▶ [Problem requirements]:
Which lines of the records contain the word "Penn"? Copy each one.

*** Opening Material to process ***

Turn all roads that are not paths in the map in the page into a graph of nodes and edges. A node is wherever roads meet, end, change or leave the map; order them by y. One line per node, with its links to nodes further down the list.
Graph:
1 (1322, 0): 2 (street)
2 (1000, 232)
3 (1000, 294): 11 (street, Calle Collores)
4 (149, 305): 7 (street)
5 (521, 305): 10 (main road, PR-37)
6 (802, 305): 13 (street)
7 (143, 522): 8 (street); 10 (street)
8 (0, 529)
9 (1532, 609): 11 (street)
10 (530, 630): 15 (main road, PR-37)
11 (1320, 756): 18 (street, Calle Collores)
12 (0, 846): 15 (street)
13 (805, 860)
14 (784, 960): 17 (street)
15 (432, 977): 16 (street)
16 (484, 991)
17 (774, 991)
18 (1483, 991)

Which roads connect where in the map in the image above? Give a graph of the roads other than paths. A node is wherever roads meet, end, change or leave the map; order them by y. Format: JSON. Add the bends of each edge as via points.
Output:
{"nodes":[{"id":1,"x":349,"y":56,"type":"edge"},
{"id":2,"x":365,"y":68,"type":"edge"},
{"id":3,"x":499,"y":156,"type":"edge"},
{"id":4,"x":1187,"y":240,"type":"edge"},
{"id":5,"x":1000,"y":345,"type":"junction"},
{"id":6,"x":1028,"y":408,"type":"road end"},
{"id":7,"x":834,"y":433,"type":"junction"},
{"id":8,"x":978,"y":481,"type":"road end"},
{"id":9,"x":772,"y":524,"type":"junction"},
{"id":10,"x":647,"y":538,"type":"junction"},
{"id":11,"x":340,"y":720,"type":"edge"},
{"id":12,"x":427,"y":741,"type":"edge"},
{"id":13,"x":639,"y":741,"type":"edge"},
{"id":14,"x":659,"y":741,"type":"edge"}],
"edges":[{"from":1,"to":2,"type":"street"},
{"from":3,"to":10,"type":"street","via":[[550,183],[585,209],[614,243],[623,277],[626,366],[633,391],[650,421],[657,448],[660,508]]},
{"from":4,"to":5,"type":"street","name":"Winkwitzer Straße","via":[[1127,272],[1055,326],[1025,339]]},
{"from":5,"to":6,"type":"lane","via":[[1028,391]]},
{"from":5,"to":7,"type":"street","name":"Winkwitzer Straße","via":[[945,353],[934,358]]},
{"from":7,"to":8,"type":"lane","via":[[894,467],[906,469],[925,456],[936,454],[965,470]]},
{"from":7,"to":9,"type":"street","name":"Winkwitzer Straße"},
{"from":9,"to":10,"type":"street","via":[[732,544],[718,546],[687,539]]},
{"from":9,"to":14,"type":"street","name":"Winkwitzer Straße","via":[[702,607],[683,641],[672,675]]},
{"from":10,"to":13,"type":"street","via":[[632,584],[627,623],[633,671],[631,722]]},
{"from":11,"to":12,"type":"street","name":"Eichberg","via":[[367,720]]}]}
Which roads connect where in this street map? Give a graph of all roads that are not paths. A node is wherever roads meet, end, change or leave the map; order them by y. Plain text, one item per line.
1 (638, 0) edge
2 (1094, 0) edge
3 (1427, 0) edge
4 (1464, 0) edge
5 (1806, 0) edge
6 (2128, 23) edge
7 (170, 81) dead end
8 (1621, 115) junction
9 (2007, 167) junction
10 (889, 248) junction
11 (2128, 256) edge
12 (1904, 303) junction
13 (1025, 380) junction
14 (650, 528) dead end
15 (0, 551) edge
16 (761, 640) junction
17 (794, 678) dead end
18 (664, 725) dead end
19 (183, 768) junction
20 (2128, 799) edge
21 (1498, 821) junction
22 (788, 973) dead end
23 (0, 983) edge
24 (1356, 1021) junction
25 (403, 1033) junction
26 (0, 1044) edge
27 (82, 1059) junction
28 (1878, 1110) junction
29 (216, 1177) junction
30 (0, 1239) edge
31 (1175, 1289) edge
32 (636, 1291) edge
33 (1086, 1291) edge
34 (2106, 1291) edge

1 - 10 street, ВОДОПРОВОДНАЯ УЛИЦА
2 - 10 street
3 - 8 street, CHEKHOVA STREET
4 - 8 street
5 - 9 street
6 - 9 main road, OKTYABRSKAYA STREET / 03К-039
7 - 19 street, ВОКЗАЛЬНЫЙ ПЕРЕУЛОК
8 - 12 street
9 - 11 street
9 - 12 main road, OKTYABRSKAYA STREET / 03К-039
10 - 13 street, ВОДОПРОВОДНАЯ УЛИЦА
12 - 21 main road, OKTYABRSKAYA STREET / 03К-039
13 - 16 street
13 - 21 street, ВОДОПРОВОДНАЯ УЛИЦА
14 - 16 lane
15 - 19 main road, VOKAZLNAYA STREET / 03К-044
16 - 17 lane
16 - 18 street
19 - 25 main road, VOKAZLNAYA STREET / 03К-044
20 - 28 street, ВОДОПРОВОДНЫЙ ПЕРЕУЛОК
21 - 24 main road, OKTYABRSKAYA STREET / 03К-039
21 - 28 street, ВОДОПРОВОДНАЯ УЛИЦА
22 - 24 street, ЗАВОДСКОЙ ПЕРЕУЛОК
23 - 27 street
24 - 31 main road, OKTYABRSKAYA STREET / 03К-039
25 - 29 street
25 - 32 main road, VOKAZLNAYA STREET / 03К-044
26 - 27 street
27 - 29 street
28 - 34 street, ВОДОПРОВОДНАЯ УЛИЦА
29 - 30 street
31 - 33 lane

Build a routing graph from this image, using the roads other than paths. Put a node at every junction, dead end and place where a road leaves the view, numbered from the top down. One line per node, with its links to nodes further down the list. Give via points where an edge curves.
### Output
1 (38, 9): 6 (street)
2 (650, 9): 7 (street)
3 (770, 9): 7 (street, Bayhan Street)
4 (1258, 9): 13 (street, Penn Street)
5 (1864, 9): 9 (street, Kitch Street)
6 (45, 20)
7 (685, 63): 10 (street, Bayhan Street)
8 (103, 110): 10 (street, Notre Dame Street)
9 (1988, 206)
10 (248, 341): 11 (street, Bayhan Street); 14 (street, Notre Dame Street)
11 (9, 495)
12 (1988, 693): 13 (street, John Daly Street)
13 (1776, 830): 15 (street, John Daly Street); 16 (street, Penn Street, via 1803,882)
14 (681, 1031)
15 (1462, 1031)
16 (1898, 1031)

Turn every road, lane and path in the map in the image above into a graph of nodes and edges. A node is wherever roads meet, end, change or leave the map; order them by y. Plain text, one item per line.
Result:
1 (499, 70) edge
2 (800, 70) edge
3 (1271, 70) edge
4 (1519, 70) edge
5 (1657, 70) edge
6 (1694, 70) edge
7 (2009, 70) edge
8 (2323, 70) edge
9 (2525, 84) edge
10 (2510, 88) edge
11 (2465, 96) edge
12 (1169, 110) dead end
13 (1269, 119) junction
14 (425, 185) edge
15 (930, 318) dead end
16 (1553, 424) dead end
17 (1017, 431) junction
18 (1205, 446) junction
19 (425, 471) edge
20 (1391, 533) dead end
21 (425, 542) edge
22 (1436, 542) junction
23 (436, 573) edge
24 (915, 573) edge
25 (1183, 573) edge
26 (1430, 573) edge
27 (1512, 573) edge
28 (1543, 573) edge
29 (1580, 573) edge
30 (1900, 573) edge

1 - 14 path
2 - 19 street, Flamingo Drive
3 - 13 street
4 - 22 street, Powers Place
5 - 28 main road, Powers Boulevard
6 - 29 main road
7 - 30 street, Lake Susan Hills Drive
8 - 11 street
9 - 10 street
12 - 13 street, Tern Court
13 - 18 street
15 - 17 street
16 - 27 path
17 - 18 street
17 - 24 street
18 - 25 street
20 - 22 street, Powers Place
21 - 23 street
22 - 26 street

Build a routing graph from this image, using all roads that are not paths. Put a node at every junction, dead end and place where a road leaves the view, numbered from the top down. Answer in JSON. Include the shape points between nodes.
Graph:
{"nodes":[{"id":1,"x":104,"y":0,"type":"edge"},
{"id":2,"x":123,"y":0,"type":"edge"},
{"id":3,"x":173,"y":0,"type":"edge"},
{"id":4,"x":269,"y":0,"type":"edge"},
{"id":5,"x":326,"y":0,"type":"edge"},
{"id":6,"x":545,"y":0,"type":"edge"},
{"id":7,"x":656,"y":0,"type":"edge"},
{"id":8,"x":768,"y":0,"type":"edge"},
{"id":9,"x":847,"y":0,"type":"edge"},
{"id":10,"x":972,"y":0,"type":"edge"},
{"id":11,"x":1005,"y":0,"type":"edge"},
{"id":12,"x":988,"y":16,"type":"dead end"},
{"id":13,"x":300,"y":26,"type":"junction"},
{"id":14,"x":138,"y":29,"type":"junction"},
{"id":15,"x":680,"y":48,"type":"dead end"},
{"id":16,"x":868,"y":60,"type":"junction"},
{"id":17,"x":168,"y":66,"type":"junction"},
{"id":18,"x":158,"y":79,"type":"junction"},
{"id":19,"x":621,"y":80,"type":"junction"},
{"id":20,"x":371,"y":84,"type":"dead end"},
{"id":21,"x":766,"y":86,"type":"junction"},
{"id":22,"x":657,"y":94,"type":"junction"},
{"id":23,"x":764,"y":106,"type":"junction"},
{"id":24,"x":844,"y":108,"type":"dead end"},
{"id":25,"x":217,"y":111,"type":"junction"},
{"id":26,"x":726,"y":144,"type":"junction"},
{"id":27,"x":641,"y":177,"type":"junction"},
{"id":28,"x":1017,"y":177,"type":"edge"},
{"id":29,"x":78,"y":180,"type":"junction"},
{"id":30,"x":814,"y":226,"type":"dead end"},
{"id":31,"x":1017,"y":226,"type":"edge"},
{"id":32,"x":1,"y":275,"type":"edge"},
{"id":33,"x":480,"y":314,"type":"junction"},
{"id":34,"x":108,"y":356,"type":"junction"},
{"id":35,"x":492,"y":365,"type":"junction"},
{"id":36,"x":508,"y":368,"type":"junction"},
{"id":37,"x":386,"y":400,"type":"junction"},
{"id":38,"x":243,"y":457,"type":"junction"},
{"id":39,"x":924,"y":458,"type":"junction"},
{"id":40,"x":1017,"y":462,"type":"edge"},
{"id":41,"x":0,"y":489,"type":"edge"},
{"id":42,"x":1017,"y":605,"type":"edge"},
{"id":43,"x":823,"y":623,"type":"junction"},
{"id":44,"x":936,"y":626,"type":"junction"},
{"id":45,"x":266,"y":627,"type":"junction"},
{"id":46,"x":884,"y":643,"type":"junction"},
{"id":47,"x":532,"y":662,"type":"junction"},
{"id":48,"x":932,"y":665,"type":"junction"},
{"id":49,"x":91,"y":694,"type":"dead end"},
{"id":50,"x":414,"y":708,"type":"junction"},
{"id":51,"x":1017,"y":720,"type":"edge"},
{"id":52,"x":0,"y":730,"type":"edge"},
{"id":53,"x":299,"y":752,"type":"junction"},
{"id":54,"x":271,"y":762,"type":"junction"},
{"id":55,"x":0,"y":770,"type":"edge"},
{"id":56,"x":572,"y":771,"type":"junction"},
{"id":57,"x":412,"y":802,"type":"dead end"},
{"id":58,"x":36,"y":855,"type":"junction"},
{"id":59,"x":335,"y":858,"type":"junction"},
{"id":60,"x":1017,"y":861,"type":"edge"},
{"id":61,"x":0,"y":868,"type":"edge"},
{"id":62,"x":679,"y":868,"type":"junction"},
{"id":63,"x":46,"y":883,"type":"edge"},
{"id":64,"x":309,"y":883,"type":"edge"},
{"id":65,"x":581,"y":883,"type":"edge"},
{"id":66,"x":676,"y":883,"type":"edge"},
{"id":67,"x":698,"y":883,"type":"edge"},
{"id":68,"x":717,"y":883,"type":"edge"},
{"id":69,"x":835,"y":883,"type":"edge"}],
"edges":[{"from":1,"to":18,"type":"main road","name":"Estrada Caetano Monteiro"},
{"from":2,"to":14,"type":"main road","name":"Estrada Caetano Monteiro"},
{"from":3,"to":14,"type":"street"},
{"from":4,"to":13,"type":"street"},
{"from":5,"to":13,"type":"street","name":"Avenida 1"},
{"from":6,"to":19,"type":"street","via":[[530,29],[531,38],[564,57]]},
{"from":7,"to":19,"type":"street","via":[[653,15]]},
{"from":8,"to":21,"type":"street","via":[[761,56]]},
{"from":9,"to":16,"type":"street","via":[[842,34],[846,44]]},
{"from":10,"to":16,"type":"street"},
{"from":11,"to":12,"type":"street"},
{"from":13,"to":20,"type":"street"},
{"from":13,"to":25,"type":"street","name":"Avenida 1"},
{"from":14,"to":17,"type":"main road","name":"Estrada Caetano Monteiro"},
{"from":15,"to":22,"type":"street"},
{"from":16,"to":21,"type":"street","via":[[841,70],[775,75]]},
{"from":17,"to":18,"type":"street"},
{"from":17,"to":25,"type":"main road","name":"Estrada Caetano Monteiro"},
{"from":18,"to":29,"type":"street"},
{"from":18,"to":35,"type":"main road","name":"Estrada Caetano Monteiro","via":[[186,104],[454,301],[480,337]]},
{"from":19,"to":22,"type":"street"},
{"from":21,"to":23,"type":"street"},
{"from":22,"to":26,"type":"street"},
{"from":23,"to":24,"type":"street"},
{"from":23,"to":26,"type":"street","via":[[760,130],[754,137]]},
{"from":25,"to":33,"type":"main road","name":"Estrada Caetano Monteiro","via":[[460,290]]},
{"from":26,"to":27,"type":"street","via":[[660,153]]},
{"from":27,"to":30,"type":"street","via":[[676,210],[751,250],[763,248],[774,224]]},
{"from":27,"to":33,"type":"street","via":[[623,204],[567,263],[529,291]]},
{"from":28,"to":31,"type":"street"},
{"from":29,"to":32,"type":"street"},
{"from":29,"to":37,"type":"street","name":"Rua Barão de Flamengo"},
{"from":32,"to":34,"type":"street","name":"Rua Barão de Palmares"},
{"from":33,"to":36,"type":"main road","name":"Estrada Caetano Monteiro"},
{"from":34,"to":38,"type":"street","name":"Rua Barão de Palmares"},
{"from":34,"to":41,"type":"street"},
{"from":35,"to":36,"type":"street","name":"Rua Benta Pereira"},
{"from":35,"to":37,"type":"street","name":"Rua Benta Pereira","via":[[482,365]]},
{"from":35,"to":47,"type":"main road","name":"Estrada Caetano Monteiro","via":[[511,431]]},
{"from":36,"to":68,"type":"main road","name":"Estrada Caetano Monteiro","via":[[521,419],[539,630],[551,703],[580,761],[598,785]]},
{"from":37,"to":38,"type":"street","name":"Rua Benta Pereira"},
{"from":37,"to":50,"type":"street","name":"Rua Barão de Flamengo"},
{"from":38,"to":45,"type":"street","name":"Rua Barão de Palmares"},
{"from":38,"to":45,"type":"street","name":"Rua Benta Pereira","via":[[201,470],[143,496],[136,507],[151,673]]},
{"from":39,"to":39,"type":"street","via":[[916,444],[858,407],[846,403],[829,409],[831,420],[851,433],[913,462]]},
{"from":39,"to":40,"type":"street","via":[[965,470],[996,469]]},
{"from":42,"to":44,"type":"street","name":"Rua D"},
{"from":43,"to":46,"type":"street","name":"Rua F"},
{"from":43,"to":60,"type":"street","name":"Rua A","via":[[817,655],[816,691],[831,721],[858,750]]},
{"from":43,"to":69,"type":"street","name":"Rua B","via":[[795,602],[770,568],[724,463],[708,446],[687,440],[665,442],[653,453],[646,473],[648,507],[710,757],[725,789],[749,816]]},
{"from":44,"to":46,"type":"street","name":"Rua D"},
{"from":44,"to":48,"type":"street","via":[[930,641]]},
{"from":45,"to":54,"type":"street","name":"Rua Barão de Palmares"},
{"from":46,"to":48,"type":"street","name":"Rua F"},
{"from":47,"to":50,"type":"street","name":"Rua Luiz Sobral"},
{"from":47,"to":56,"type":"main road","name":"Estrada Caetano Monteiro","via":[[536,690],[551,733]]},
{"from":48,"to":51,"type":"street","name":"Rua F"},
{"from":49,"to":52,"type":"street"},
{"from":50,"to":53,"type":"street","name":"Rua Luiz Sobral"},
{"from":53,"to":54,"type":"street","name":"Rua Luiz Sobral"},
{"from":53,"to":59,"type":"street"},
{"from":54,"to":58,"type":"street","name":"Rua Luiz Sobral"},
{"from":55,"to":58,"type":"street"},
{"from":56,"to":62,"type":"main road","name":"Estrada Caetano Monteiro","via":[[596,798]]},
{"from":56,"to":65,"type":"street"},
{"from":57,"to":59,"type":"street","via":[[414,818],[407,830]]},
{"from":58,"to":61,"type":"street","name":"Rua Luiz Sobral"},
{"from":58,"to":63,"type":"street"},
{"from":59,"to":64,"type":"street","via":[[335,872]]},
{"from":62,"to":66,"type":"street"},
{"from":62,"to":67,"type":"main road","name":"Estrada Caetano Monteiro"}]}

*** Closing Material to process ***

▶ [Result below]:
4 (1258, 9): 13 (street, Penn Street)
13 (1776, 830): 15 (street, John Daly Street); 16 (street, Penn Street, via 1803,882)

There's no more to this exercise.